[Extracted data entries]
──────
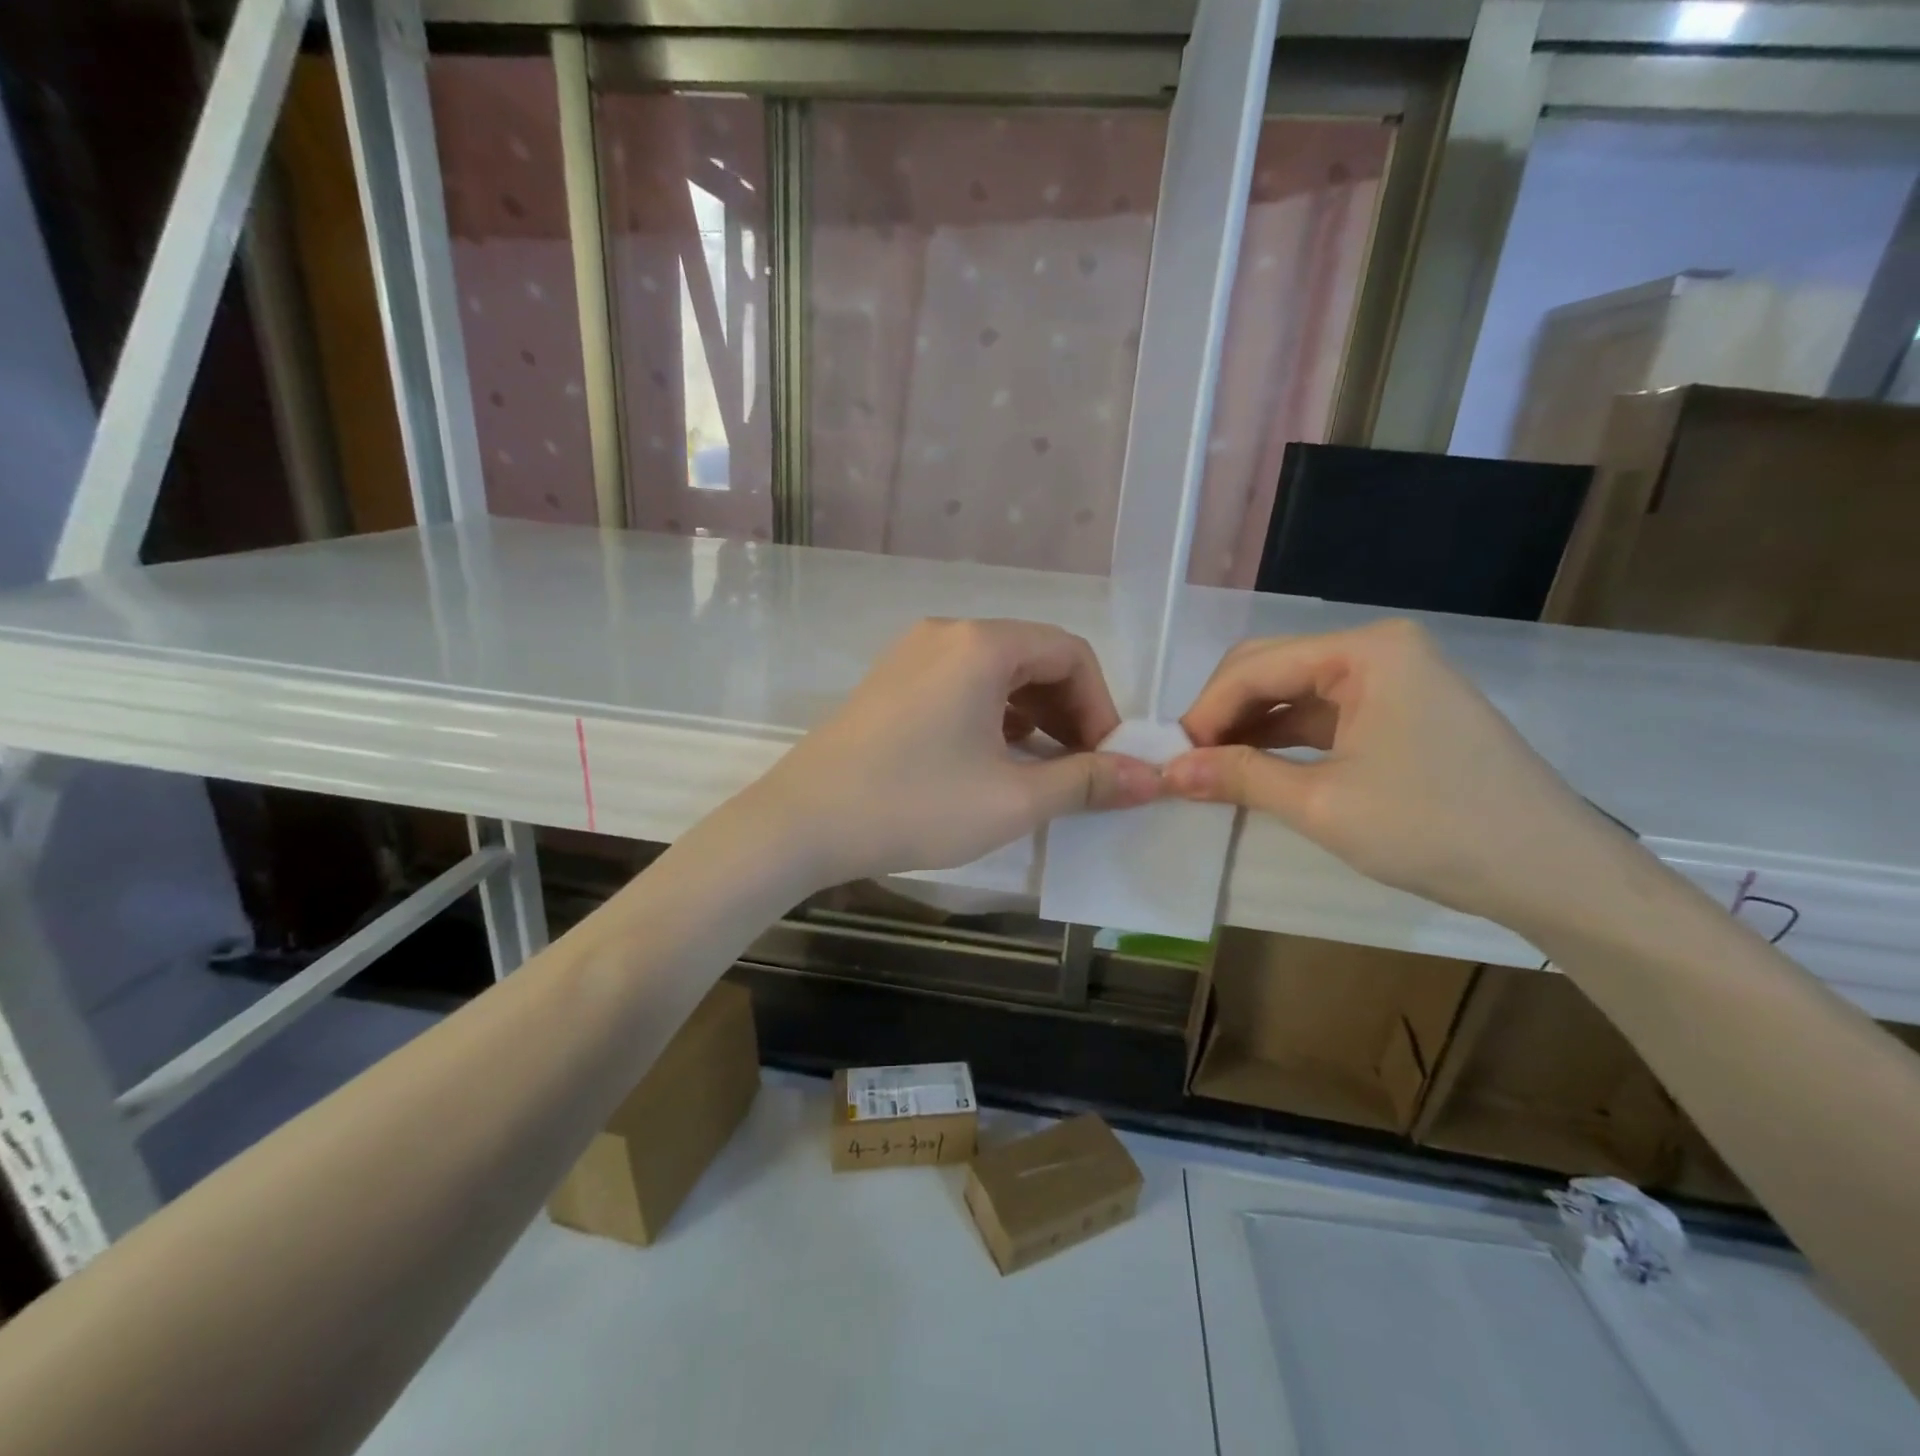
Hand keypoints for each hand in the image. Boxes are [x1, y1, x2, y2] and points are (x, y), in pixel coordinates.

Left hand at [742, 619, 1161, 887]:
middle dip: (1069, 712)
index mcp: (982, 644)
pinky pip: (962, 686)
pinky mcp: (892, 682)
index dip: (1101, 706)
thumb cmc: (915, 806)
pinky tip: (996, 762)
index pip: (1071, 653)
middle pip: (1034, 658)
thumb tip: (1152, 778)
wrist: (802, 823)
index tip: (1106, 761)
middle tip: (1081, 770)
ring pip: (997, 674)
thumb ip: (1088, 782)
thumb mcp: (1013, 800)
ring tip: (1043, 772)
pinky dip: (993, 717)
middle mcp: (948, 633)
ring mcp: (913, 654)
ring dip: (1033, 716)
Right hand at [1163, 620, 1622, 926]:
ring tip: (1210, 771)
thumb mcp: (1323, 804)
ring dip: (1249, 729)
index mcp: (1365, 652)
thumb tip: (1168, 770)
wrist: (1553, 874)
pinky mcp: (1400, 710)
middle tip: (1187, 764)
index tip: (1169, 758)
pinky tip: (1254, 768)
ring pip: (1294, 693)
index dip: (1205, 711)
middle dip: (1224, 714)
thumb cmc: (1437, 830)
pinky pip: (1323, 714)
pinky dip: (1284, 740)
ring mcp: (1393, 678)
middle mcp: (1378, 650)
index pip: (1256, 667)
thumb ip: (1239, 777)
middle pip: (1272, 669)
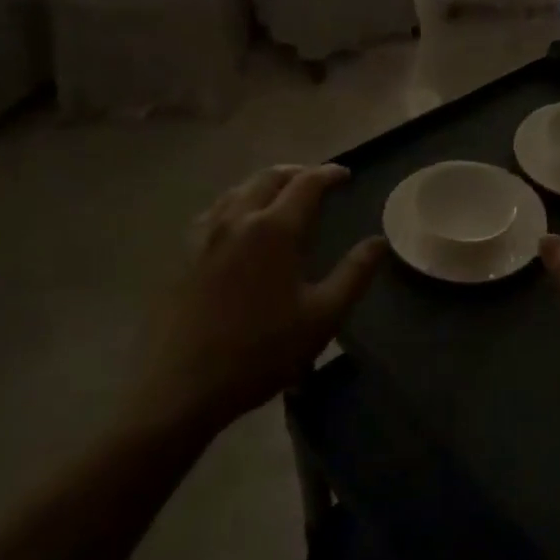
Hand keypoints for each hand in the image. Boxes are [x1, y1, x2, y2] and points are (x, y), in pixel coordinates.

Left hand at [122, 164, 385, 442]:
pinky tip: (239, 223)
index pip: (307, 184)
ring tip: (281, 195)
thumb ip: (354, 274)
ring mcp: (205, 236)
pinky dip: (237, 202)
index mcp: (275, 229)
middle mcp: (238, 219)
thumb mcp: (322, 316)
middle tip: (316, 180)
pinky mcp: (182, 255)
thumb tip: (379, 242)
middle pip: (269, 178)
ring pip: (238, 190)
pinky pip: (215, 211)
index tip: (345, 175)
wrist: (181, 387)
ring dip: (265, 184)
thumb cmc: (261, 352)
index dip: (329, 174)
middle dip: (297, 172)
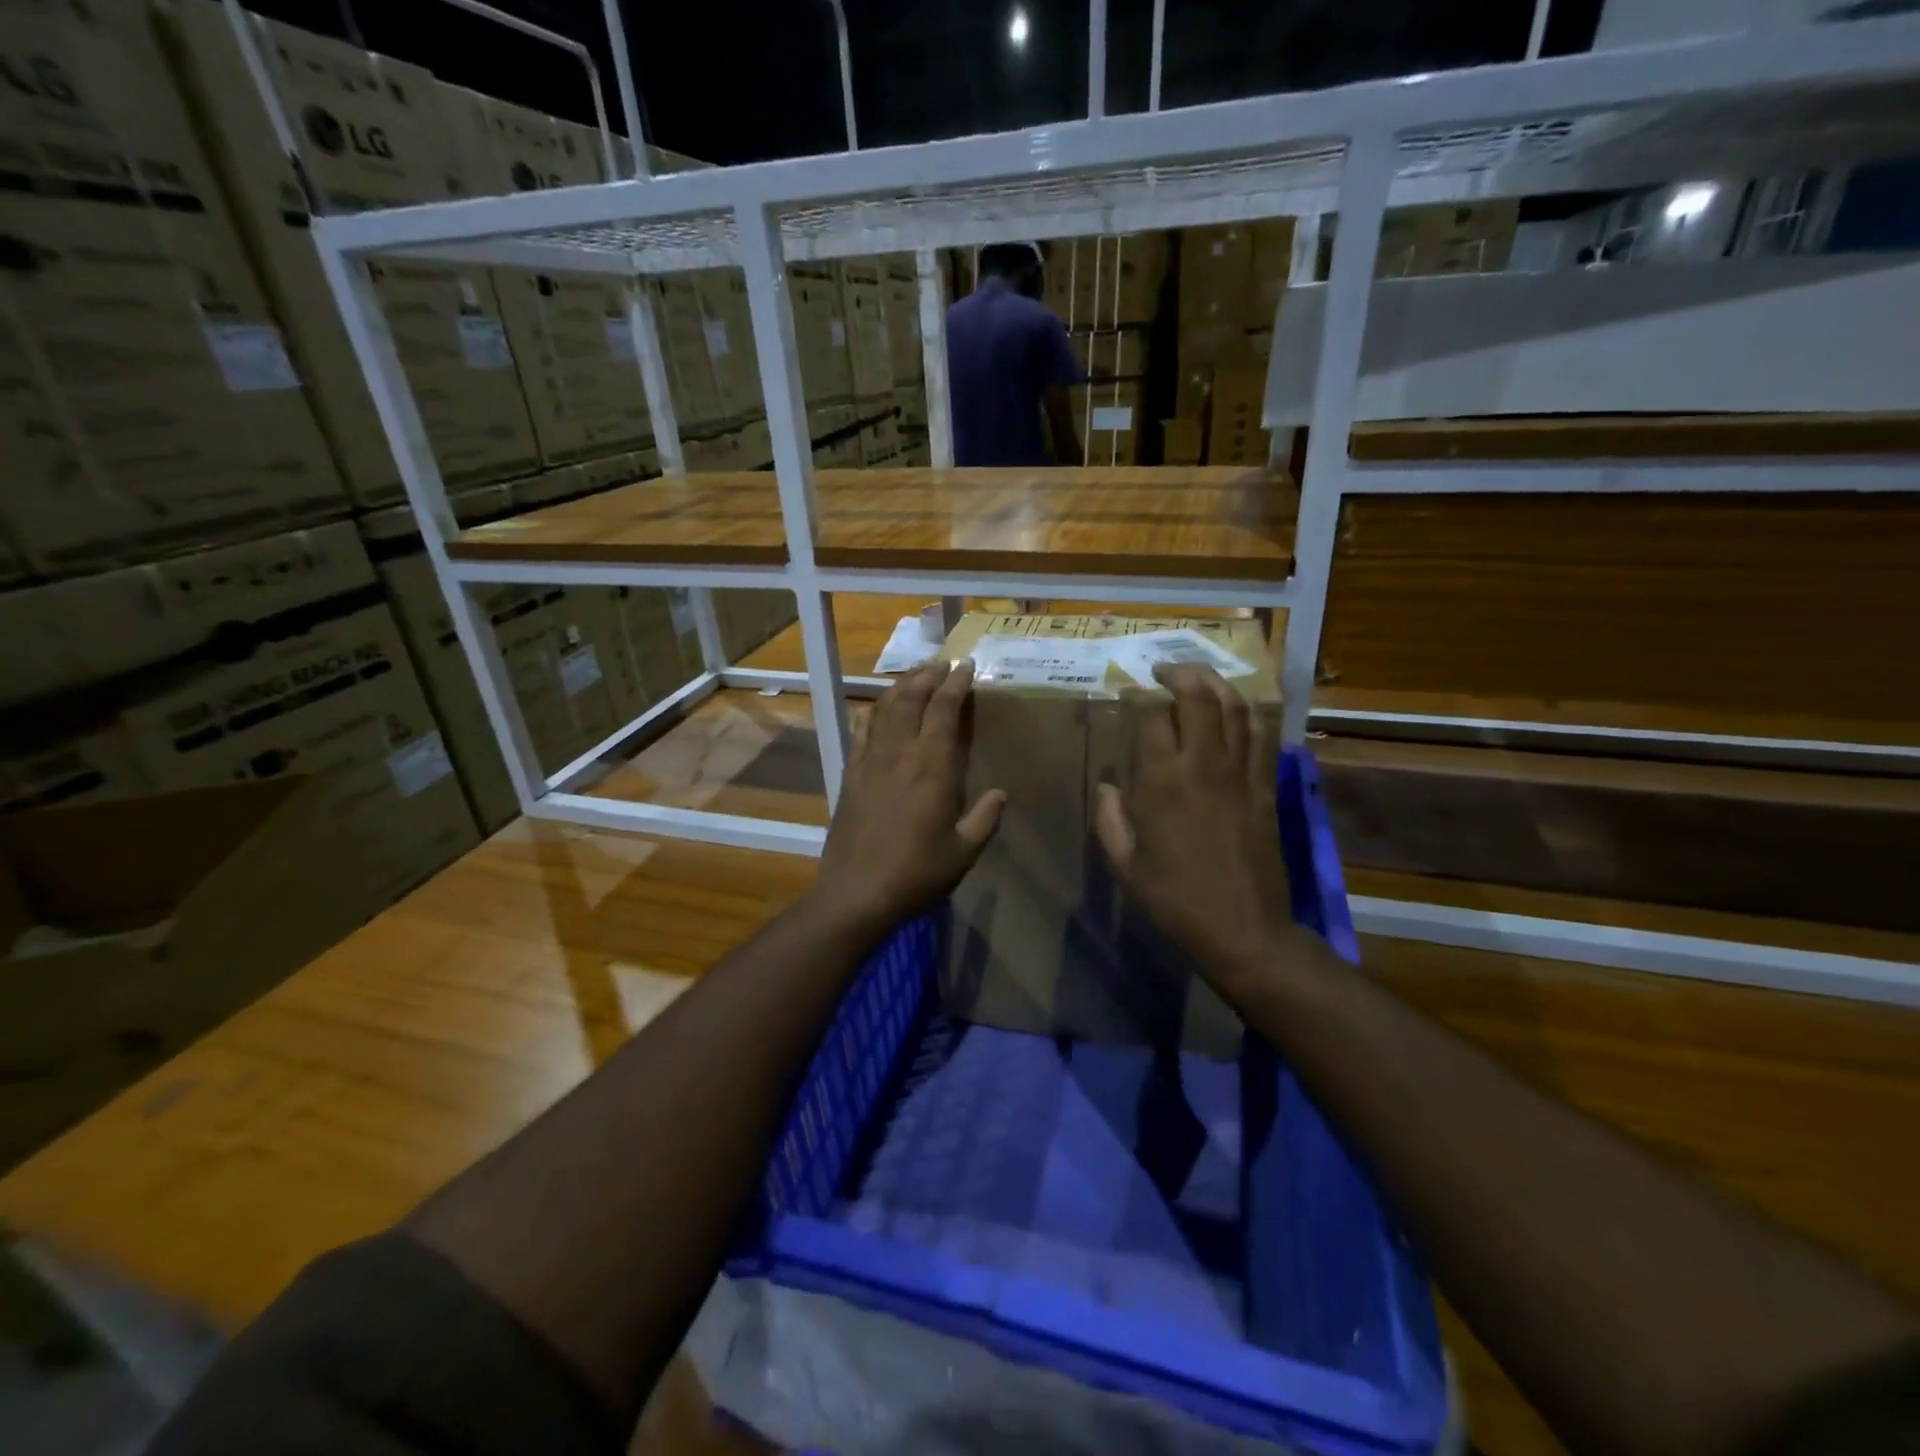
──────
Word for word, write out the lines above running from the one with "index pip: (1256, 667)" up to and including the one with "index mcp: (275, 229)". Drop any picture.

• Result
index pip: (1256, 667)
thumb ip: (1239, 777)
middle pip: (1272, 669)
Hand keypoints for each hand in the image. Boxes are [x1, y1, x2, y2] and points are (x, y), in pixel coordinates.

Left hand at [122, 164, 385, 442]:
pinky tip: (239, 223)
index pip: (307, 184)
ring tip: (281, 195)
thumb ip: (354, 274)
ring mcp: (205, 236)
pinky dip: (237, 202)
index mcp: (275, 229)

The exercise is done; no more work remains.